When you sip soda through a straw, you are utilizing the simplest of all suction mechanisms. Sucking the soda up causes a pressure drop between the bottom of the straw and the top of the straw. With greater fluid pressure at the bottom than the top, the soda is pushed up to your mouth.
This is the same basic mechanism at work in a vacuum cleaner, though the execution is a bit more complicated. In this article, we'll look inside a vacuum cleaner to find out how it puts suction to work when cleaning up the dust and debris in your house. As we'll see, the standard vacuum cleaner design is exceedingly simple, but it relies on a host of physical principles to clean effectively.

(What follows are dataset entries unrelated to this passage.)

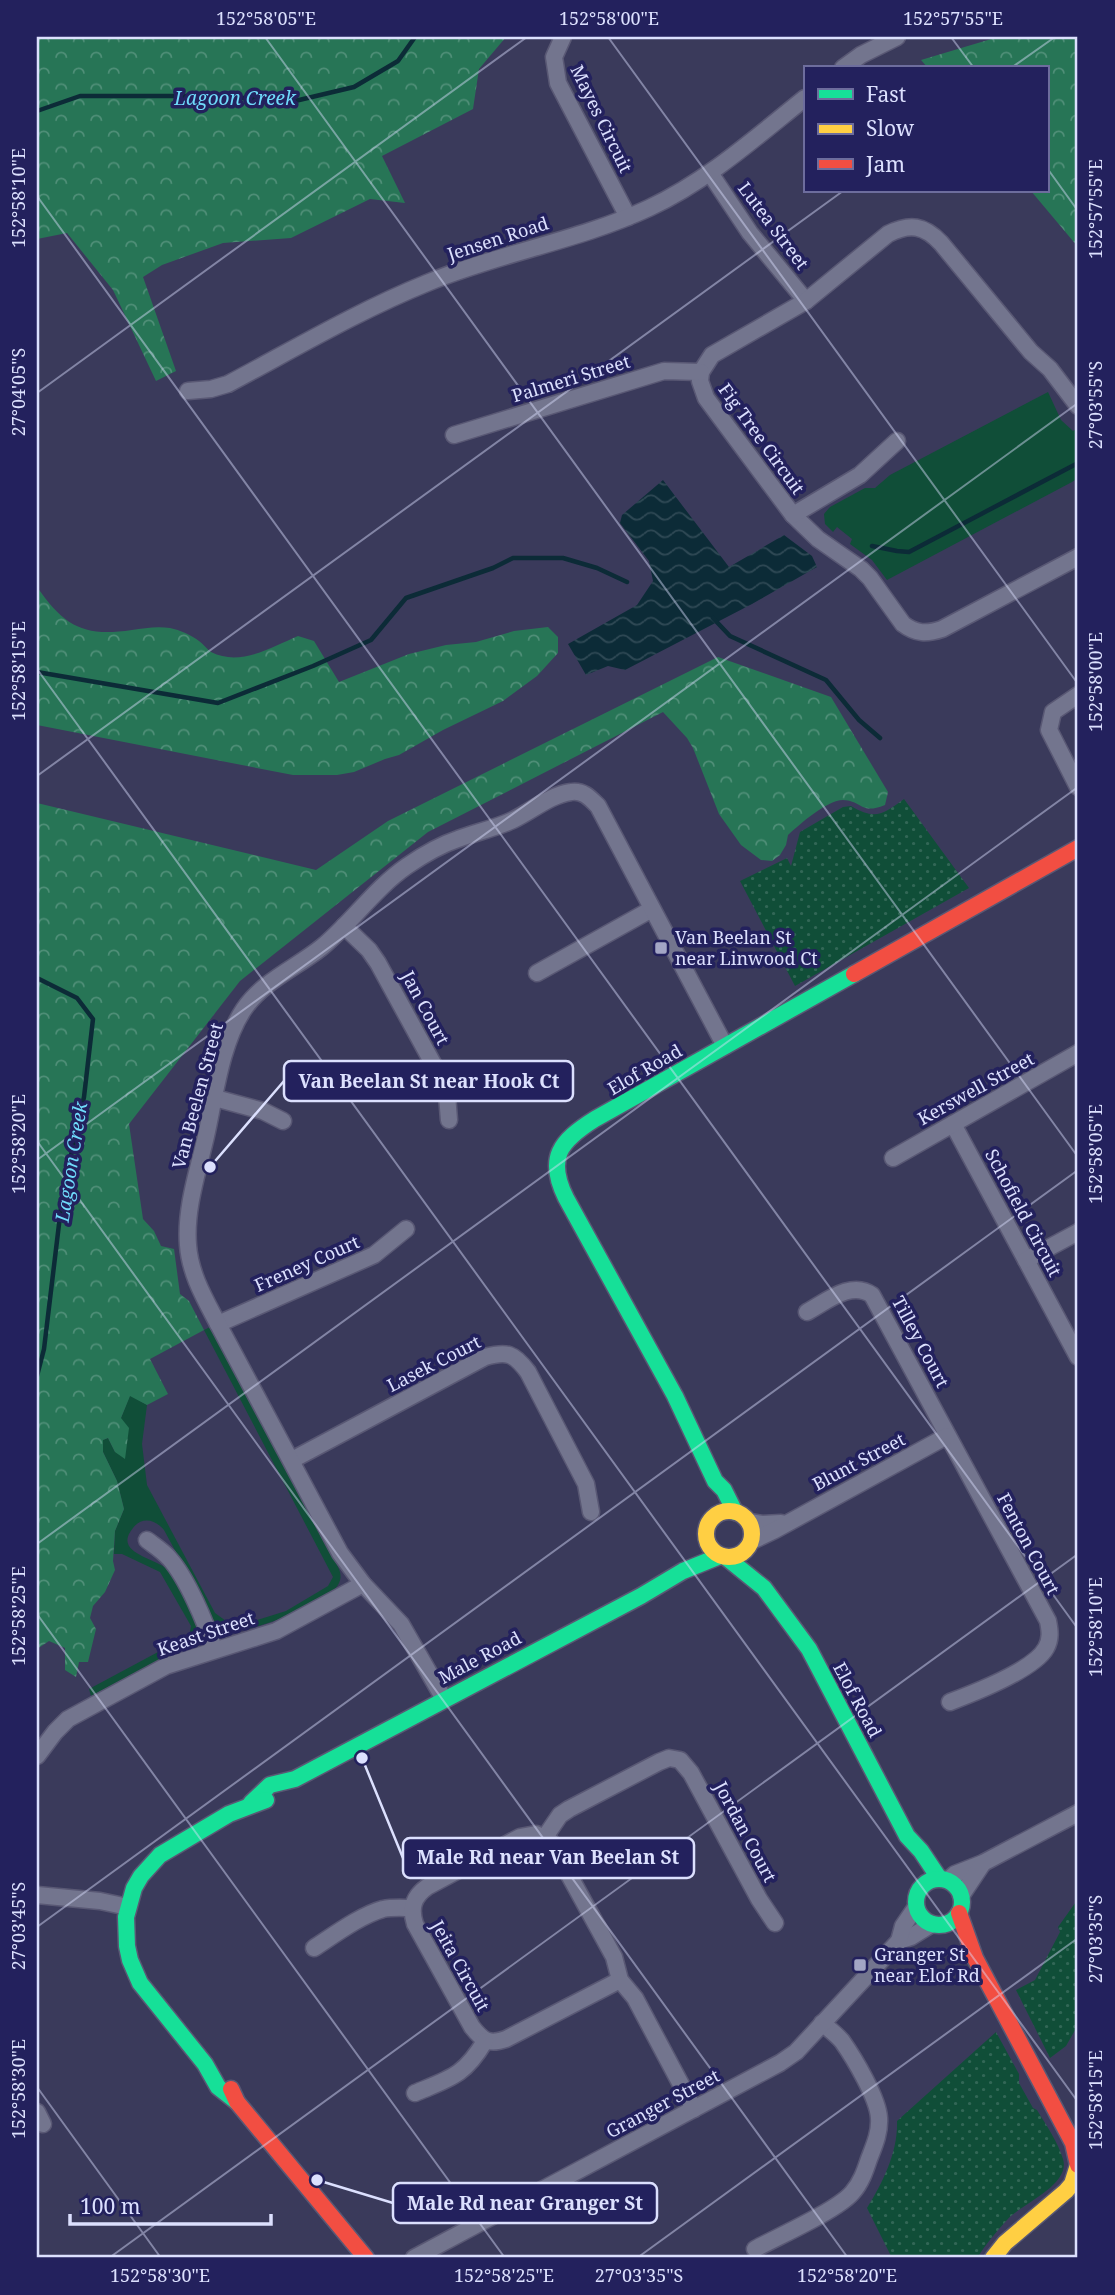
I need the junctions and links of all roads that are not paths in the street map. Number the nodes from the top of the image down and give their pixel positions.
1 (563, 37) edge
2 (897, 37) edge
3 (846, 66) edge
4 (804, 99) edge
5 (710, 173) junction
6 (628, 217) junction
7 (806, 301) junction
8 (701, 372) junction
9 (188, 391) dead end
10 (1078, 406) edge
11 (454, 435) dead end
12 (897, 441) dead end
13 (793, 515) junction
14 (1078, 556) edge
15 (1078, 695) edge
16 (1078, 787) edge
17 (1078, 848) edge
18 (652, 909) junction
19 (344, 926) junction
20 (537, 973) dead end
21 (725, 1046) junction
22 (1078, 1053) edge
23 (215, 1098) junction
24 (449, 1120) dead end
25 (283, 1121) dead end
26 (953, 1124) junction
27 (893, 1158) dead end
28 (406, 1229) dead end
29 (1078, 1232) edge
30 (1026, 1260) junction
31 (807, 1312) dead end
32 (218, 1324) junction
33 (1078, 1357) edge
34 (947, 1436) junction
35 (292, 1460) junction
36 (715, 1480) junction
37 (591, 1513) dead end
38 (715, 1516) junction
39 (742, 1517) junction
40 (788, 1522) junction
41 (706, 1538) junction
42 (147, 1540) dead end
43 (749, 1545) junction
44 (724, 1557) junction
45 (683, 1571) junction
46 (363, 1584) junction
47 (764, 1588) junction
48 (214, 1649) junction
49 (444, 1699) junction
50 (950, 1702) dead end
51 (37, 1756) edge
52 (1078, 1812) edge
53 (907, 1836) junction
54 (544, 1837) junction
55 (984, 1863) junction
56 (915, 1876) junction
57 (943, 1879) junction
58 (37, 1895) edge
59 (961, 1896) junction
60 (128, 1907) junction
61 (916, 1907) junction
62 (412, 1908) junction
63 (959, 1913) junction
64 (775, 1923) dead end
65 (936, 1924) junction
66 (899, 1941) junction
67 (314, 1948) dead end
68 (975, 1958) junction
69 (620, 1980) junction
70 (822, 2023) junction
71 (485, 2041) junction
72 (415, 2093) dead end
73 (694, 2109) junction
74 (1078, 2165) edge
75 (755, 2249) dead end
76 (366, 2258) edge
77 (414, 2258) edge
78 (993, 2258) edge

1 - 6 street, Mayes Circuit
2 - 3 street
4 - 5 street, Jensen Road
5 - 6 street, Jensen Road
5 - 7 street, Lutea Street
6 - 9 street, Jensen Road
7 - 8 street, Fig Tree Circuit
7 - 10 street, Fig Tree Circuit
8 - 11 street, Palmeri Street
8 - 13 street, Fig Tree Circuit
12 - 13 street
13 - 14 street, Fig Tree Circuit
15 - 16 street
17 - 21 street, Elof Road
18 - 19 street, Van Beelen Street
18 - 20 street
18 - 21 street, Van Beelen Street
19 - 23 street, Van Beelen Street
19 - 24 street, Jan Court
21 - 36 street, Elof Road
22 - 26 street, Kerswell Street
23 - 25 street
23 - 32 street, Van Beelen Street
26 - 27 street, Kerswell Street
26 - 30 street, Schofield Circuit
28 - 32 street, Freney Court
29 - 30 street
30 - 33 street, Schofield Circuit
31 - 34 street, Tilley Court
32 - 35 street, Van Beelen Street
34 - 40 street, Blunt Street
34 - 50 street, Fenton Court
35 - 37 street, Lasek Court
35 - 46 street, Van Beelen Street
36 - 38 street, Elof Road
36 - 39 street, Elof Road
38 - 39 street
38 - 41 street
39 - 40 street, Blunt Street
39 - 43 street
40 - 43 street, Blunt Street
41 - 44 street
41 - 45 street, Male Road
42 - 48 street
43 - 44 street
43 - 47 street, Elof Road
44 - 45 street, Male Road
44 - 47 street, Elof Road
45 - 49 street, Male Road
46 - 48 street, Keast Street
46 - 49 street, Van Beelen Street
47 - 53 street, Elof Road
48 - 51 street, Keast Street
49 - 60 street, Male Road
52 - 55 street
53 - 56 street, Elof Road
53 - 57 street, Elof Road
54 - 62 street, Jeita Circuit
54 - 64 street, Jordan Court
54 - 69 street
55 - 57 street
55 - 59 street
56 - 57 street
56 - 61 street
57 - 59 street, Elof Road
58 - 60 street
59 - 63 street
60 - 76 street, Male Road
61 - 65 street
61 - 66 street, Granger Street
62 - 67 street
62 - 71 street, Jeita Circuit
63 - 65 street
63 - 68 street
65 - 66 street, Granger Street
65 - 68 street
66 - 70 street, Granger Street
68 - 74 street
69 - 71 street
69 - 73 street
70 - 73 street, Granger Street
70 - 75 street
71 - 72 street
73 - 77 street, Granger Street
74 - 78 street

It may look like a complicated machine, but the conventional vacuum cleaner is actually made up of only six essential components:
An Intake port, which may include a variety of cleaning accessories
An exhaust port
An electric motor
A porous bag
A housing that contains all the other components
When you plug the vacuum cleaner in and turn it on, this is what happens:
1. The electric current operates the motor. The motor is attached to the fan, which has angled blades (like an airplane propeller).
2. As the fan blades turn, they force air forward, toward the exhaust port (check out How Airplanes Work to find out what causes this).
3. When air particles are driven forward, the density of particles (and therefore the air pressure) increases in front of the fan and decreases behind the fan.